Stored data:
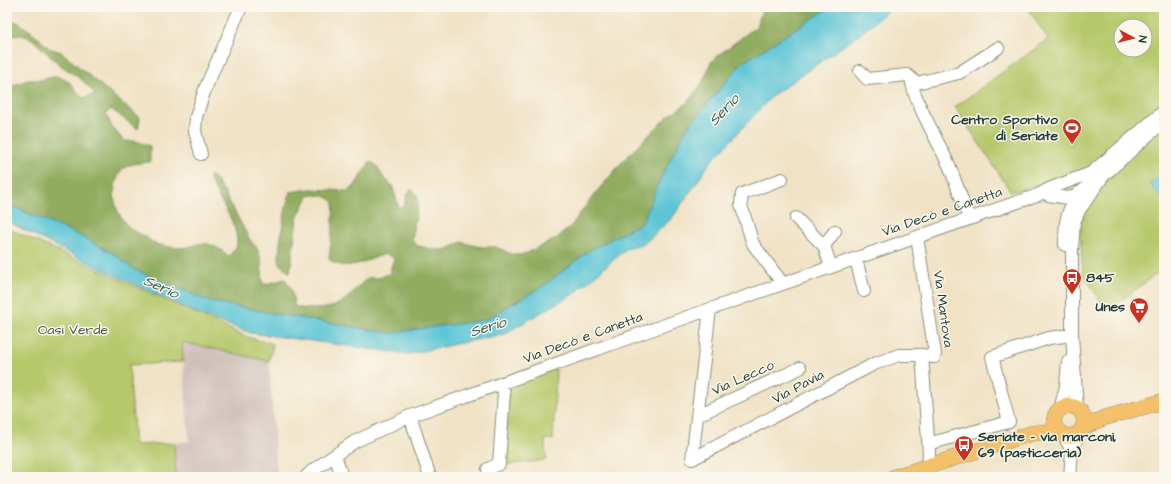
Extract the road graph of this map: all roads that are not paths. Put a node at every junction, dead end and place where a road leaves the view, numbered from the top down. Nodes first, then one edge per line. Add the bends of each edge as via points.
1 (242, 7) edge
2 (998, 48) dead end
3 (860, 71) dead end
4 (912, 84) junction
5 (1164, 111) edge
6 (1164, 122) edge
7 (1145, 138) junction
8 (200, 154) dead end
9 (1091, 173) junction
10 (782, 178) dead end
11 (1043, 195) junction
12 (1076, 197) junction
13 (796, 218) dead end
14 (969, 218) junction
15 (1065, 223) junction
16 (835, 231) dead end
17 (917, 237) junction
18 (824, 246) junction
19 (856, 258) junction
20 (832, 267) junction
21 (783, 284) junction
22 (1072, 285) junction
23 (864, 291) dead end
24 (710, 309) junction
25 (1072, 335) junction
26 (922, 355) junction
27 (800, 368) dead end
28 (501, 383) junction
29 (1164, 401) edge
30 (1079, 410) junction
31 (698, 415) junction
32 (410, 416) junction
33 (1104, 418) junction
34 (1059, 423) junction
35 (1080, 430) junction
36 (935, 442) dead end
37 (1072, 451) junction
38 (335, 455) junction
39 (692, 460) joint
40 (488, 469) dead end
41 (928, 472) edge
42 (306, 477) edge
43 (342, 477) edge
44 (430, 477) edge
45 (894, 477) edge
46 (1070, 477) edge

1 - 8 street via 205,89 196,117 195,131
2 - 4 street via 959,73
3 - 4 street via 868,79 907,75 911,78
4 - 14 street via 922,111 949,165
5 - 9 street, Via Decò e Canetta
6 - 7 street
7 - 12 street via 1124,152
7 - 22 street via 1103,176 1074,222
9 - 11 street, Via Decò e Canetta via 1051,188
9 - 12 street
10 - 21 street via 742,194 741,205 753,244
11 - 12 street, Via Decò e Canetta
11 - 14 street, Via Decò e Canetta
11 - 15 street via 1059,205
12 - 15 street
13 - 18 street
14 - 17 street, Via Decò e Canetta
15 - 22 street via 1065,266
16 - 18 street
17 - 19 street, Via Decò e Canetta
17 - 26 street, Via Mantova via 935,354 934,357
18 - 20 street
19 - 20 street, Via Decò e Canetta
19 - 23 street
20 - 21 street, Via Decò e Canetta
21 - 24 street, Via Decò e Canetta
22 - 25 street
24 - 28 street, Via Decò e Canetta via 675,319
24 - 31 street, Via Lecco
25 - 30 street
25 - 34 street
25 - 36 street via 1049,338 992,357 1009,422
26 - 39 street, Via Pavia via 899,355 874,364
26 - 41 street, Via Mantova
27 - 31 street, Via Lecco
28 - 32 street, Via Decò e Canetta
28 - 40 street via 504,393 499,464
29 - 33 main road
30 - 33 main road
30 - 34 main road via 1069,406
30 - 35 main road via 1084,419
31 - 39 street, Via Lecco
32 - 38 street, Via Decò e Canetta via 354,442
32 - 44 street
33 - 35 main road
34 - 35 main road via 1072,435
34 - 37 street
34 - 41 main road
35 - 37 street
37 - 46 street
38 - 42 street, Via Decò e Canetta
38 - 43 street
41 - 45 main road

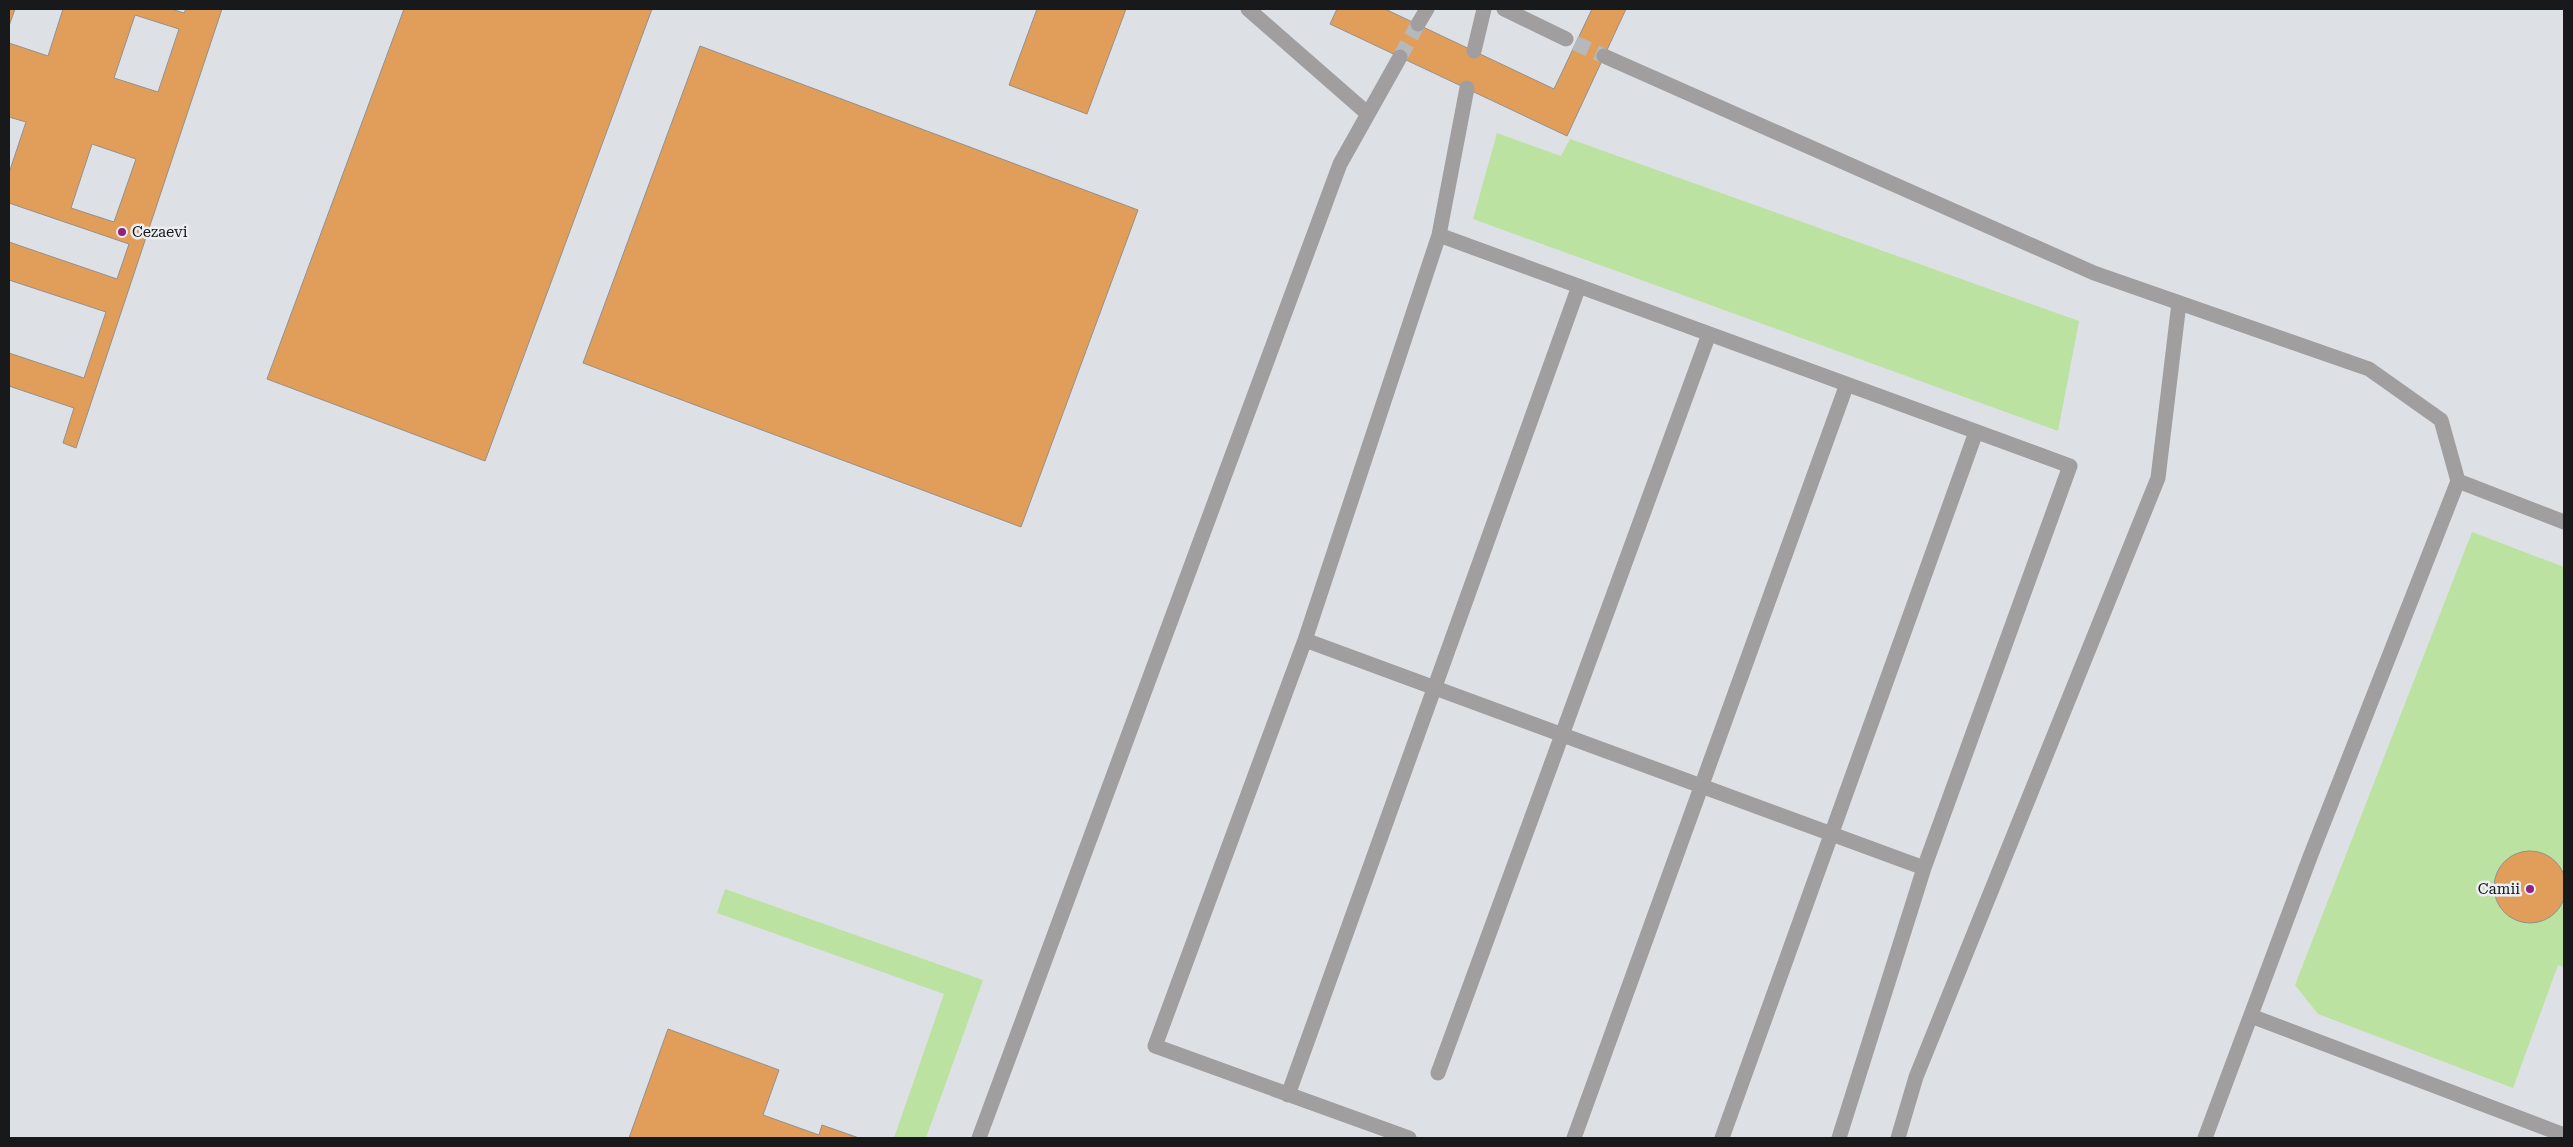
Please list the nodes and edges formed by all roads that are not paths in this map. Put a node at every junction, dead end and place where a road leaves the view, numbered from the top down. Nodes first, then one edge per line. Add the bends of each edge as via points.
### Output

[What is being asked]: When you reach the line containing "Please list the" in the data above, retype it and each line after it through the final one, exactly as written.

[The answer]:
Please list the nodes and edges formed by all roads that are not paths in this map. Put a node at every junction, dead end and place where a road leaves the view, numbered from the top down. Nodes first, then one edge per line. Add the bends of each edge as via points.
### Output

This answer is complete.